# help me!!!!!!!!!



## blueratlove (Aug 10, 2008)

oh why wont you help me i dont know what to do


----------



## MariHxc (May 23, 2007)

help you with what?? :?


----------



## blueratlove (Aug 10, 2008)

BUBBLES 



*CRYS*


----------



## blueratlove (Aug 10, 2008)

MariHxc said:


> help you with what?? :?


omg
BUBBLES IS ATTACKING. BLUBBLES IS MY NU RAT.


----------



## MariHxc (May 23, 2007)

okay first, please stop with the million posts. 
just explain what's going on in one.


----------



## blueratlove (Aug 10, 2008)

MariHxc said:


> okay first, please stop with the million posts.
> just explain what's going on in one.


oh i got a nU rat called bubbles and it attacks my other rats bubbles is brown and has a cream/wqhite belly , HELP ME I DINT KNOW WOT TO DO 

DO YOU KEEP RATS?


----------



## cute-rat (Jun 25, 2008)

Its really important you try and describe the problem to us if you want help, have you got a salt lick this will stop some agressive issues?


----------



## blueratlove (Aug 10, 2008)

MariHxc said:


> okay first, please stop with the million posts.
> just explain what's going on in one.


SORRRWY


----------



## MariHxc (May 23, 2007)

i have 31 rats at the moment, so yes

when did you get the new rat? did you do introductions or did you just throw them together?


----------



## blueratlove (Aug 10, 2008)

MariHxc said:


> i have 31 rats at the moment, so yes
> 
> when did you get the new rat? did you do introductions or did you just throw them together?

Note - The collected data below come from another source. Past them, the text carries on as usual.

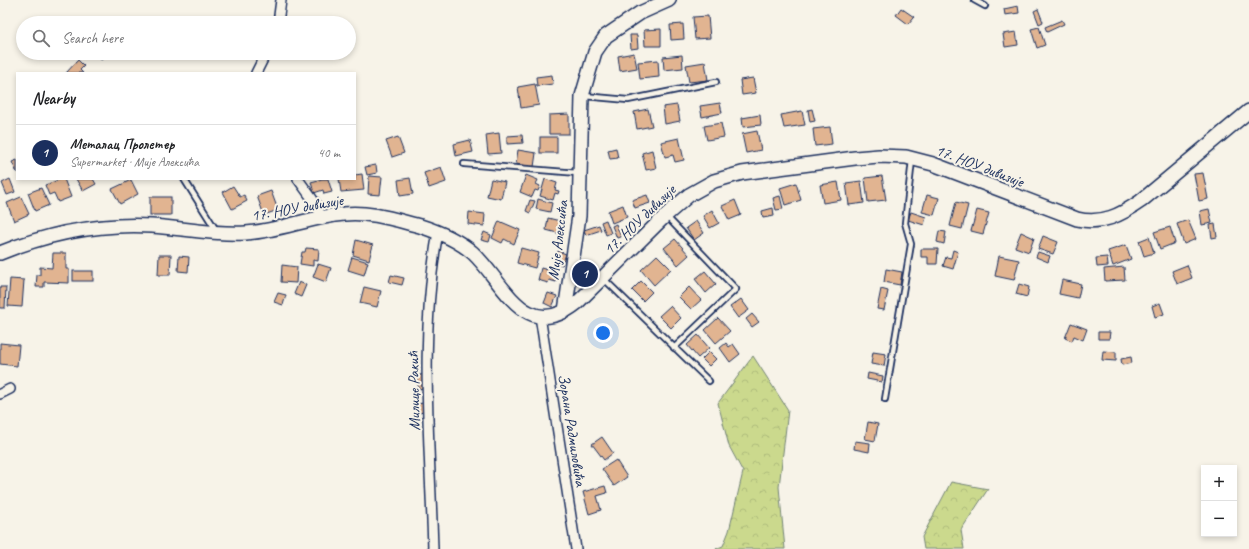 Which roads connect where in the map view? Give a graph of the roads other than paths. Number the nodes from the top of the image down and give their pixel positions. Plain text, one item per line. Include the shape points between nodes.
1 (280, 0) edge
2 (669, 0) edge
3 (974, 0) edge
4 (985, 6) dead end
5 (279, 16) edge
6 (262, 60) edge
7 (256, 72) edge
8 (716, 82) dead end
9 (582, 96) junction
10 (1249, 111) edge
11 (912, 158) junction
12 (464, 164) dead end
13 (580, 173) junction
14 (185, 180) edge
15 (299, 180) edge
16 (665, 216) junction
17 (322, 218) junction
18 (438, 232) junction
19 (218, 233) junction
20 (0, 253) edge
21 (602, 278) junction
22 (565, 311) junction
23 (540, 316) junction
24 (674, 348) junction
25 (709, 381) dead end
26 (10, 389) dead end
27 (0, 394) edge
28 (885, 399) dead end
29 (433, 549) edge
30 (576, 549) edge

1 - 5 street
2 - 9 street, Мије Алексића via 640,12 606,36 595,52
3 - 4 lane
6 - 7 street
8 - 9 lane via 628,100
9 - 13 street, Мије Алексића
10 - 11 street, 17. НОУ дивизије via 1141,201 1122,213 1096,221 1084,221 1064,215
11 - 16 street, 17. НОУ дивизије via 855,158 734,175 701,187
11 - 28 lane via 905,223 911,244
12 - 13 lane
13 - 22 street, Мије Алексића via 576,236
14 - 19 lane
15 - 17 street via 316,204
16 - 21 street, 17. НОУ дивизије
16 - 24 lane via 736,289
17 - 18 street, 17. НОУ дивизије via 349,214 370,215
17 - 19 street, 17. НОУ дивизије via 259,232
18 - 23 street, 17. НОУ дивизије via 472,253 521,309
18 - 29 street, Милице Ракић via 427,322
19 - 20 street, 17. НОУ дивизије via 150,226 93,227 51,235
21 - 22 street, 17. НОУ дивизије
21 - 24 lane
22 - 23 street, 17. НОУ дивизије
23 - 30 street, Зорана Радмиловића
24 - 25 lane
26 - 27 street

UM I GOT BUBBLES A DAY OR TWO AGO I HELD BUBBLES BEFORE I PUT HIM IN WITH my other rats ( i have 3) omg omg you have 31???? 8O 8O 8O 8O 8O 

wot shuld i of dun???


----------



## blueratlove (Aug 10, 2008)

omg plewssse help me 

i dunt wont to have anuda rat die 

*cry*


----------



## MariHxc (May 23, 2007)

blueratlove said:


> MariHxc said:
> 
> 
> > i have 31 rats at the moment, so yes
> ...


seperate them and do introductions correctly. there's a sticky about it here http://www.ratforum.com/Forums/viewtopic/t=3991.html

is he drawing blood from the other rats?


----------



## foofur (Jun 1, 2008)

I also noticed one of your rats names is Joan...so they are females?....and bubbles is a male?..... You do know you have to house males and females seperately right?????


----------



## blueratlove (Aug 10, 2008)

MariHxc said:


> blueratlove said:
> 
> 
> > MariHxc said:
> ...


i dont understand... wot?


----------



## blueratlove (Aug 10, 2008)

foofur said:


> I also noticed one of your rats names is Joan...so they are females?....and bubbles is a male?..... You do know you have to house males and females seperately right?????


oh noohnohono my other rats are ALL femails the man at the shop siad the male wont mate with them if i put some salt in there water.. i dident know if i shud beleave him or not :? :? :? :? :? :? :? :? :?: :?: :?: :?:


----------



## MariHxc (May 23, 2007)

blueratlove said:


> i dont understand... wot?


sorry... but what don't you understand?
you can't just put strange rats together and expect them to be best friends. they DO NOT work like that. you need to take the time to introduce them correctly or you may have injured rats on your hands (as you see) read everything in that link i gave you. it's helped a lot of us with introducing new rats to our mischiefs.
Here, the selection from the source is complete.